* [Information given]:

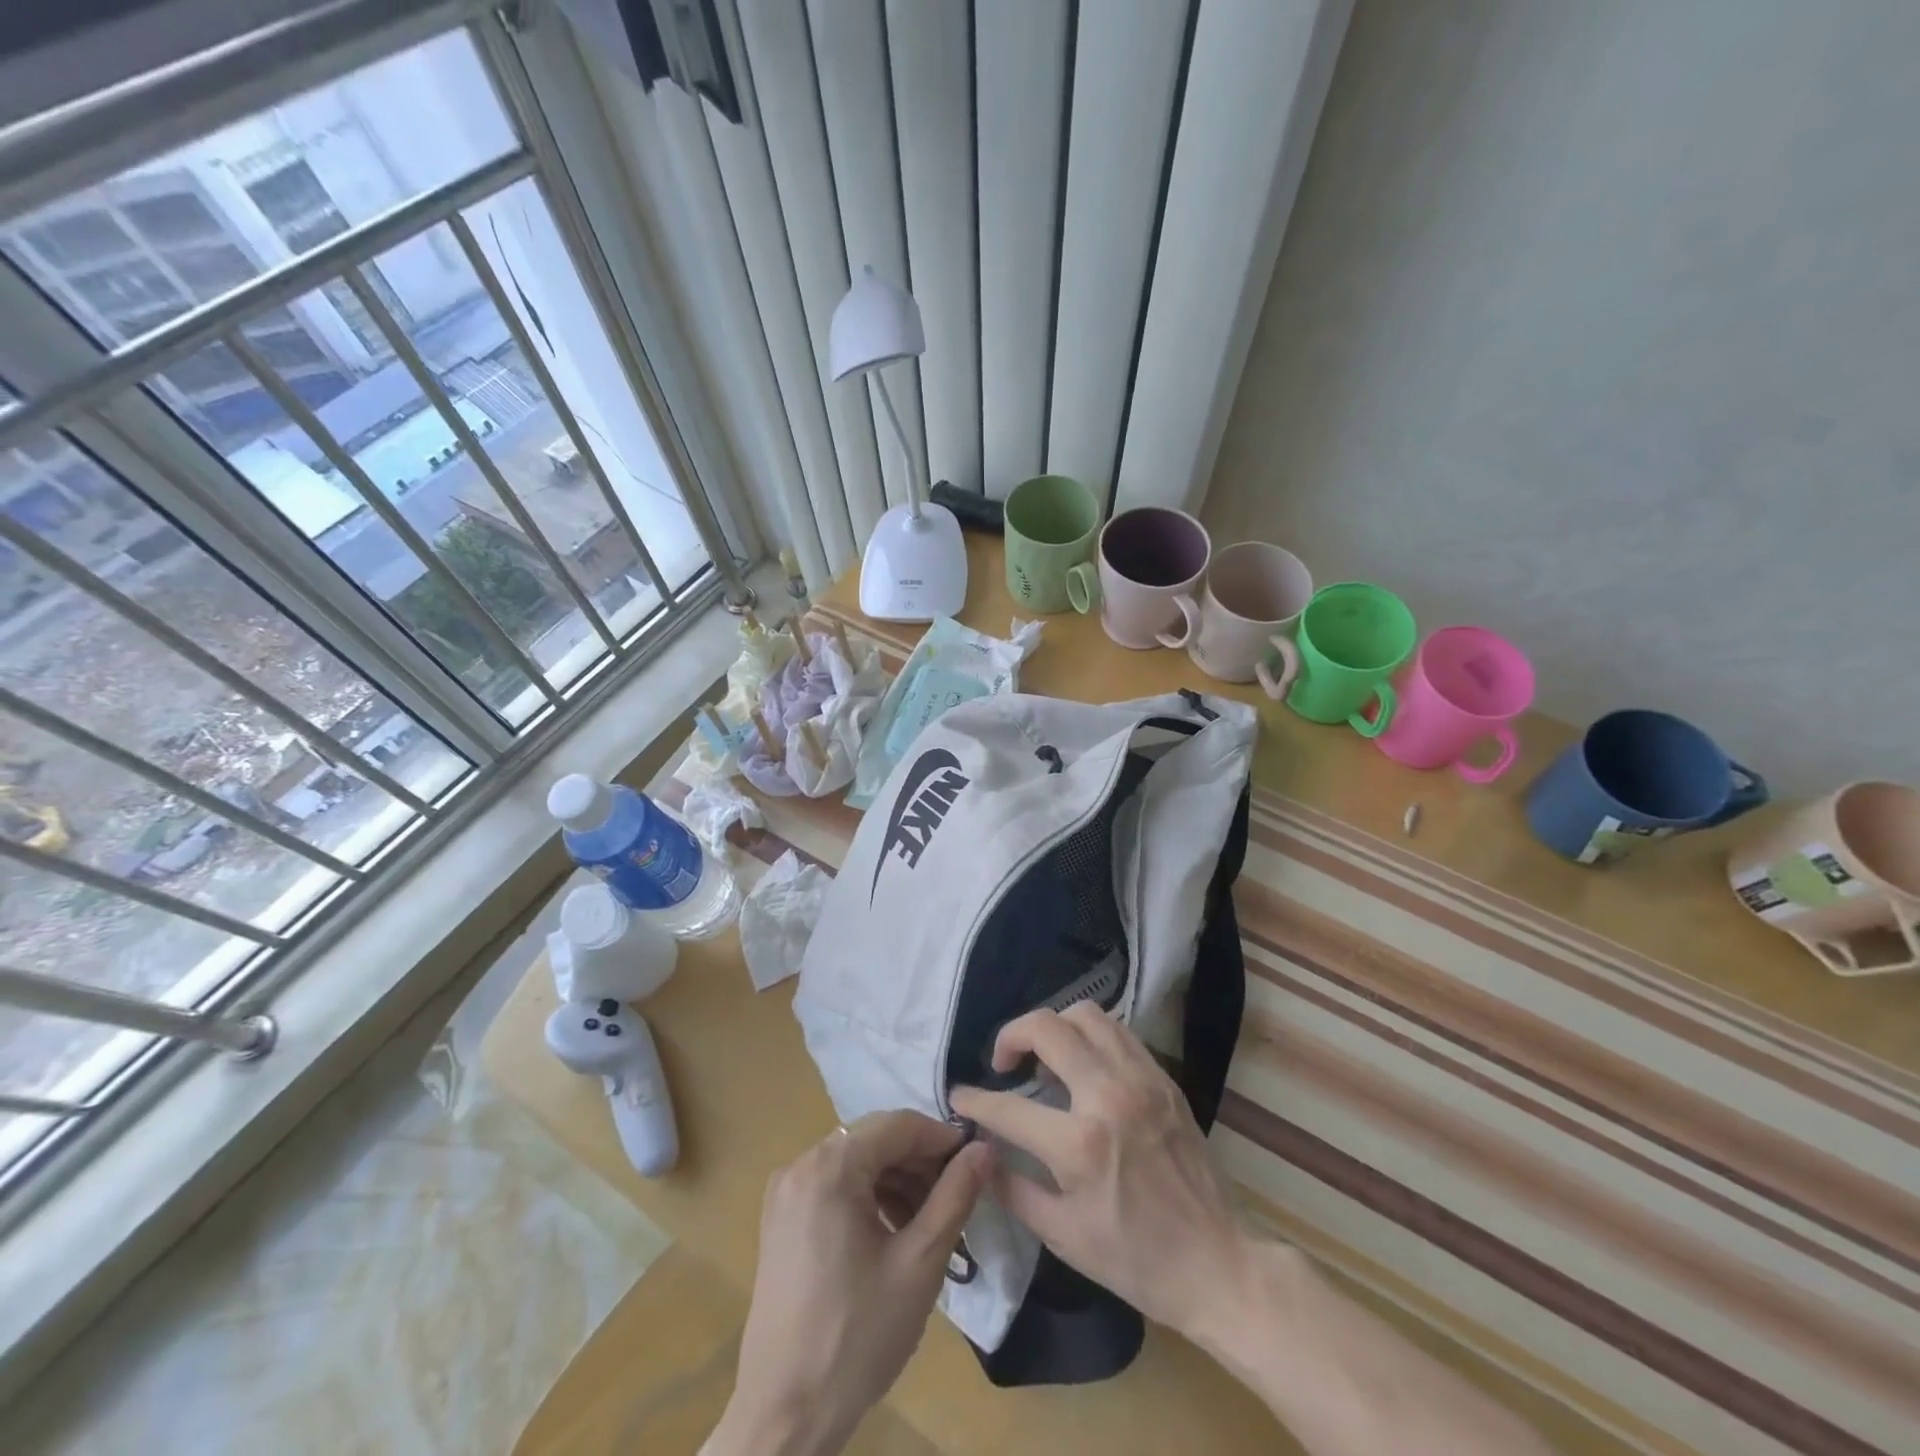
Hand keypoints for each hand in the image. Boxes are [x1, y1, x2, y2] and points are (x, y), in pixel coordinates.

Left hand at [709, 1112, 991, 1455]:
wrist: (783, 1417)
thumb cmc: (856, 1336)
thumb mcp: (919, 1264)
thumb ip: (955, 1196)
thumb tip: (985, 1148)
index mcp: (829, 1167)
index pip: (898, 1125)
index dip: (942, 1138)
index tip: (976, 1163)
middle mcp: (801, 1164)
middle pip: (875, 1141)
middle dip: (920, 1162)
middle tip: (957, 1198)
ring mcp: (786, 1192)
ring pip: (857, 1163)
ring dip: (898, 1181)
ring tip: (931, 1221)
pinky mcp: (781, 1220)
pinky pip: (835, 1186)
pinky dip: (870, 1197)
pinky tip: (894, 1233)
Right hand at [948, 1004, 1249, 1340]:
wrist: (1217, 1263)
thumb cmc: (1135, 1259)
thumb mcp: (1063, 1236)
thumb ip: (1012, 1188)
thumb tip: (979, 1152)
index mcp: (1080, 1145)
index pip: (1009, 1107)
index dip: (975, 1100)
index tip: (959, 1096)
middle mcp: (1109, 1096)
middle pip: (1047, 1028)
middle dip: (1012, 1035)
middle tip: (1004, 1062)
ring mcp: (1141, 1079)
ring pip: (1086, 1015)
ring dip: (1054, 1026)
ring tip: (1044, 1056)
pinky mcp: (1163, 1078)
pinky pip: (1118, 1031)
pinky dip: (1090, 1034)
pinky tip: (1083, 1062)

* * *

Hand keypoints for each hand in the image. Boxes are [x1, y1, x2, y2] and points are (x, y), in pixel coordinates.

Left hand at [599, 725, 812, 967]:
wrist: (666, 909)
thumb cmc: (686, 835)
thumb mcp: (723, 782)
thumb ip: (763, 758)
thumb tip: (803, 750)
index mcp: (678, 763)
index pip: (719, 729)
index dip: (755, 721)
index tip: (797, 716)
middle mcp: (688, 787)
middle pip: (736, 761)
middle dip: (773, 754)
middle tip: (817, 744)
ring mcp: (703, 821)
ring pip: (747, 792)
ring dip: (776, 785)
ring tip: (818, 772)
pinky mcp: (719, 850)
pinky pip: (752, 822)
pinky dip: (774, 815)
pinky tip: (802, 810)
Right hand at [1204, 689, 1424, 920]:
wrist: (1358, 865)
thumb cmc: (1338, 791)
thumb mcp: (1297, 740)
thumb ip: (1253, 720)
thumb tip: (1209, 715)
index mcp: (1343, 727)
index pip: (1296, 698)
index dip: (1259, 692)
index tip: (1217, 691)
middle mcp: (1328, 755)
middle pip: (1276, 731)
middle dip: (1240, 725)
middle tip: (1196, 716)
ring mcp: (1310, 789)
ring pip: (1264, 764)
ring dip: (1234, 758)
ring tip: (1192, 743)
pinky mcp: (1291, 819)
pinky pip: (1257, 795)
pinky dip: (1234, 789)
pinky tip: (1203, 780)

* [Exercise requirements]: In the entries above, please find the line with "middle dip: (1240, 725)" and the line with "pinky tip: (1203, 780)", then write out exactly those two lines and every line between them, and nothing more.

* [Solved problem]:
middle dip: (1240, 725)
middle tip: (1196, 716)
ring mcp: (1310, 789)
ring pip: (1264, 764)
ring dip: (1234, 758)
ring tip: (1192, 743)
pinky mcp: (1291, 819)
pinky pip: (1257, 795)
pinky dip: (1234, 789)
pinky tip: (1203, 780)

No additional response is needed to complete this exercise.